The aim of the project is to study what lies behind the ultra low non specific protein adsorption ever measured on synthetic biomaterial, i.e. the relationship “structure – non fouling properties” for polyzwiterionic materials. Polyzwitterions (PZI) and polyethyleneglycols (PEG) are known as polymers with very low bioadhesion and high biocompatibility. They are usually studied in a competitive way – which one shows better biocompatibility. The current project takes a new approach – combine them in one material (double polymer networks (DM)). This new material is expected to possess transparency, hydrophilicity, biocompatibility, non fouling properties, good mechanical performance (thanks to DM approach) and higher swelling under physiological conditions than in pure water. All these properties make the new materials very appropriate as hydrogel layer for wound healing as they will absorb wound exudate keeping at the same time the necessary level of moisture to promote wound healing.
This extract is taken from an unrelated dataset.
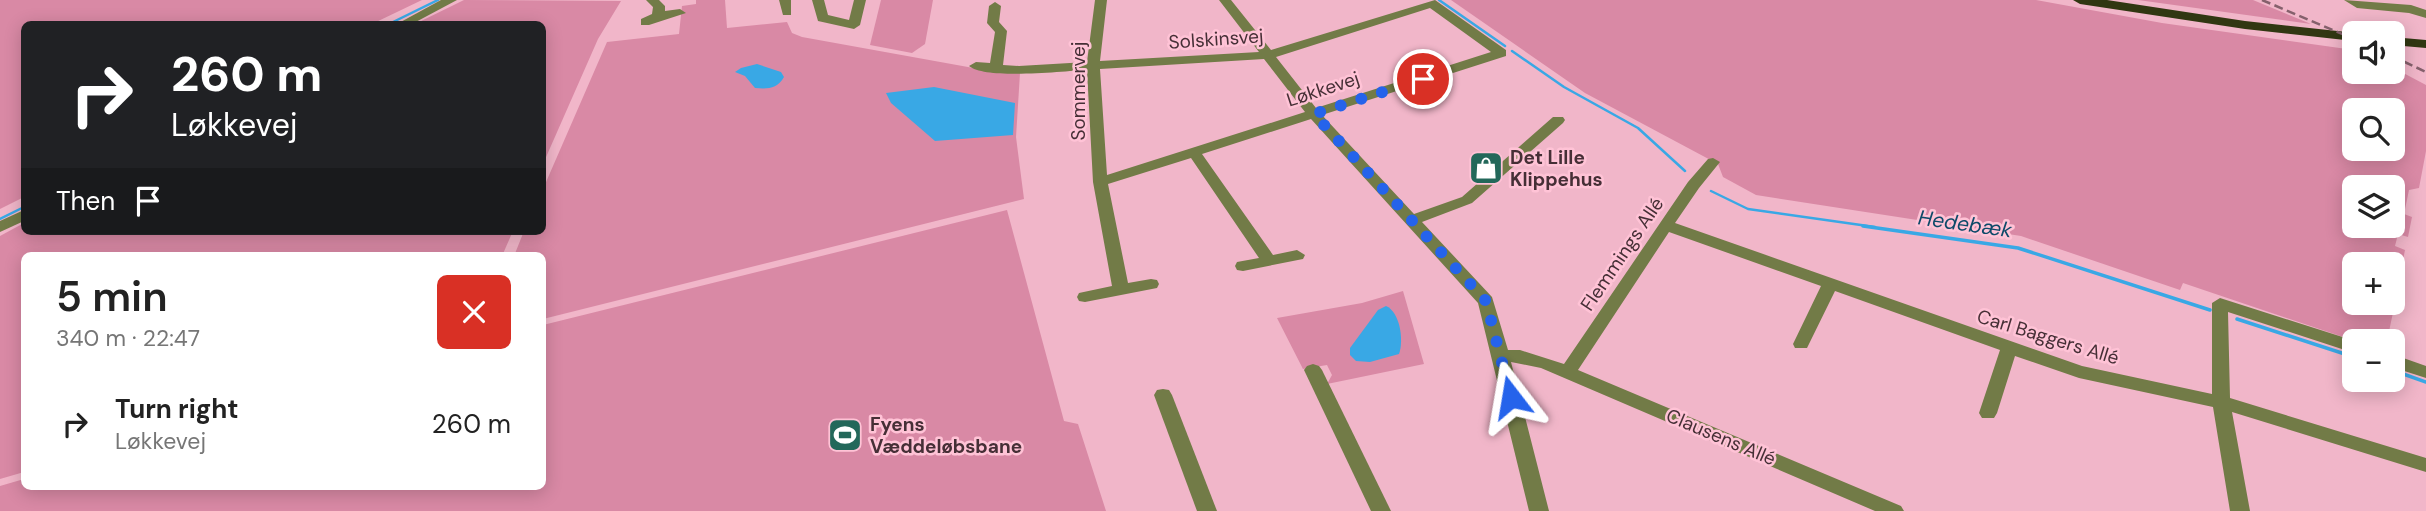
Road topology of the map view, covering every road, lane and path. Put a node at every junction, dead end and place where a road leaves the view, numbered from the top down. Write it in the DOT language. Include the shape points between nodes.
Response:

This application is very new for PZI based materials and here the project could also go beyond state of the art. Because of its non fouling properties, the new PZI-PEG DM will ensure painless wound dressings changing preserving at the same time higher concentration of the naturally produced growth factors and cells that help the wound to heal. The structure-properties relationship enlightening for these materials will open new avenues in biomaterials design and synthesis and will allow for controlling the biological response to them for variety of applications.
Beside the low bioadhesion, PZI are known to be very gentle when interacting with proteins, non destroying their native structure and thus not hampering their natural therapeutic properties. This fact is especially important having in mind that proteins are still not widely used as drugs exactly because they are very unstable even under physiological conditions which significantly reduces their drug efficacy and performance. In the current project we will seek an answer to the question why exactly PZI are these polymers that not only do not destroy the protein native structure but even enhance the protein performance. To this purpose, new PZI (polysulfobetaine)-protein conjugates will be synthesized and used as model systems for detailed study on their structure-performance relationship. PEGylation is the “golden” standard in this respect although PEG only stabilizes the proteins without enhancing their performance. Two types of model proteins will be used – collagen hydrolyzates and enzymes that remove the necrotic tissue from wound. These enzymes are known to be very effective in wounds cleaning and thus successfully used in gels and ointments, developed by one of the project’ partners.
DM of PZI and PEG will be loaded with PZI-protein conjugates taking advantage of the specific dipole-dipole interaction which occurs between PZI macromolecules in the protein conjugates and PZI from the DM matrix. This interaction will ensure gentle anchoring of the proteins and later on their slow release under physiological conditions. The question why exactly PZI are so “gentle” when interacting with proteins still needs and answer and this is the second scientific challenge that the project aims to meet.
The project is interdisciplinary and gathers together scientists with different but complementary backgrounds to meet the project challenges. Part of the partners are already collaborators in similar topics and their common interest on the project will ensure sustainability of the project results after the project end.